Distributed databases face a fundamental tension between consistency, availability, and partition tolerance. The CAP theorem tells us we cannot have all three simultaneously during a network partition. Rather than making a single, system-wide choice, Cassandra and similar systems allow operators to tune consistency on a per-operation basis. This approach, known as tunable consistency, lets you select different consistency levels for reads and writes depending on the requirements of each query.
Background: Replication and Quorums
Cassandra uses a peer-to-peer architecture where data is replicated across N nodes (the replication factor). When a client issues a read or write, a coordinator node forwards the request to the replicas responsible for that partition key. The consistency level (CL) determines how many replica acknowledgments the coordinator must receive before responding to the client.
The core insight comes from quorum systems. If you write to W replicas and read from R replicas, then as long as W + R > N, the read set and write set must overlap. This overlap guarantees that at least one replica contacted during a read holds the most recent acknowledged write. This is the foundation of tunable consistency.

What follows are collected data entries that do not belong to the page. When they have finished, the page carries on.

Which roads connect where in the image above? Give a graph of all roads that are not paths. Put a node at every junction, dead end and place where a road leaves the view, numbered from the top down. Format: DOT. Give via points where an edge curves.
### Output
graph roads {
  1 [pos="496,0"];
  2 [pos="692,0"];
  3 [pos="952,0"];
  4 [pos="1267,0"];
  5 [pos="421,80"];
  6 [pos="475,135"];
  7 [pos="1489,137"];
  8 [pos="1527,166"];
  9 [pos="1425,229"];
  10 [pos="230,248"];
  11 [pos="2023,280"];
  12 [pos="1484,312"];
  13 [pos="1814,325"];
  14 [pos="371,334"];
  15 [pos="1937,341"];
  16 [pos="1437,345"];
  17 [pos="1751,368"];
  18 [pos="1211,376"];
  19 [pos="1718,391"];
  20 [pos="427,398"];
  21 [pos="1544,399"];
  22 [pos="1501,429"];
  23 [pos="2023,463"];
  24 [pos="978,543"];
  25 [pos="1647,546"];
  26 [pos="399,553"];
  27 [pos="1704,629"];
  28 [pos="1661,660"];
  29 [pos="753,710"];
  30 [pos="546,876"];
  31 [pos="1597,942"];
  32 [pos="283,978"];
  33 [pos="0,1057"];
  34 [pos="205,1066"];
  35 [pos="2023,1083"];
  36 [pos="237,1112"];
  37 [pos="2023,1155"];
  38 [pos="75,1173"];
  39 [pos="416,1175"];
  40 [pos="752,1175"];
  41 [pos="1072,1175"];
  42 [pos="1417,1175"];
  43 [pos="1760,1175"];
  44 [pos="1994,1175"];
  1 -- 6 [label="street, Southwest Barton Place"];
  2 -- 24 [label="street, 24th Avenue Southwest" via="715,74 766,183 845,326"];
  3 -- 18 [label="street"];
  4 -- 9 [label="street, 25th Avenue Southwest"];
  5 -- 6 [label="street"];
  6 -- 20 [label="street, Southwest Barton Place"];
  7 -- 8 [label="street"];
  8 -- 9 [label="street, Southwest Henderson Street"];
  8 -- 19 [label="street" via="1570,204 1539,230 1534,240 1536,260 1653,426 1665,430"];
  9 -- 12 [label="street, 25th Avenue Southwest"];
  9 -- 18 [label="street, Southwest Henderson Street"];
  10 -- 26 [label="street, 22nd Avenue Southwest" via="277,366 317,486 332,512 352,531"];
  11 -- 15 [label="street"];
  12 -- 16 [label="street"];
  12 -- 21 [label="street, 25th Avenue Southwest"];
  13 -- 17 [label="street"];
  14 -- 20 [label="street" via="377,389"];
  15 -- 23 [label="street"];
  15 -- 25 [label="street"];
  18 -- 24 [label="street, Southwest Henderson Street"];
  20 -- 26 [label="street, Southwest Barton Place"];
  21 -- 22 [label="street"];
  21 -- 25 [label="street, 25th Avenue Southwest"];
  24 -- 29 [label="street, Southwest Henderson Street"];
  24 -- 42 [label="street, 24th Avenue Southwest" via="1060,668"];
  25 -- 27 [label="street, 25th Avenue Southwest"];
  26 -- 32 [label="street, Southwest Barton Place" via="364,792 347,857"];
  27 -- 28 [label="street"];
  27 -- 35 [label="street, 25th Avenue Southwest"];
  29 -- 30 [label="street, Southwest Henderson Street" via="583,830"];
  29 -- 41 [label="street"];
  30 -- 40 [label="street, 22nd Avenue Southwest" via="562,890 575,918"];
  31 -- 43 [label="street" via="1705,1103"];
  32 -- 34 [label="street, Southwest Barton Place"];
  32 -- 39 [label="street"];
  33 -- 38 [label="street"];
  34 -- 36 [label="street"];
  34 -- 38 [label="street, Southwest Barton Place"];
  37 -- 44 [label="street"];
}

Common consistency levels in Cassandra:
| Level | Replicas Required | Behavior |
|---|---|---|
| ONE | 1 | Lowest latency, weakest consistency |
| TWO | 2 | Two replicas must respond |
| THREE | 3 | Three replicas must respond |
| QUORUM | ⌊N/2⌋ + 1 | Majority of replicas |
| LOCAL_QUORUM | ⌊N_local/2⌋ + 1 | Majority within the local datacenter |
| EACH_QUORUM | ⌊N_dc/2⌋ + 1 per DC | Majority in every datacenter (writes only in Cassandra 2.x+; not supported for reads) |
| ALL | N | Every replica must respond |
How It Works
Write Path
When a client sends a write with consistency level W, the coordinator sends the mutation to all N replicas (or all replicas in the relevant datacenters). It waits for W acknowledgments before responding success to the client. The remaining replicas will still receive the write asynchronously if they haven't already. Each write carries a client-supplied or coordinator-generated timestamp, which Cassandra uses for last-write-wins (LWW) conflict resolution.
Read Path
When a client sends a read with consistency level R, the coordinator optimizes the request by sending a full data request to one replica and digest (hash) requests to the remaining R-1 replicas. If all digests agree, the coordinator returns the data from the first replica. If digests diverge, the coordinator fetches full data from all R replicas, compares timestamps, and returns the value with the highest timestamp. If the R replicas return divergent values, the coordinator performs read repair: it sends the most recent value to any out-of-date replicas that were contacted. Cassandra can also perform read repair probabilistically in the background on the remaining (N - R) replicas (note: the per-table read_repair_chance and dc_local_read_repair_chance settings were deprecated in Cassandra 4.0; background repair behavior may differ by version).
The Consistency Guarantee
The combination of R and W determines the consistency semantics:
- Strong consistency (latest-write visibility): W + R > N. Every read is guaranteed to contact at least one replica that holds the most recent acknowledged write, ensuring the coordinator can return the latest value under Cassandra's last-write-wins model. Note: this does not constitute strict linearizability due to clock skew and LWW semantics (see Caveats below).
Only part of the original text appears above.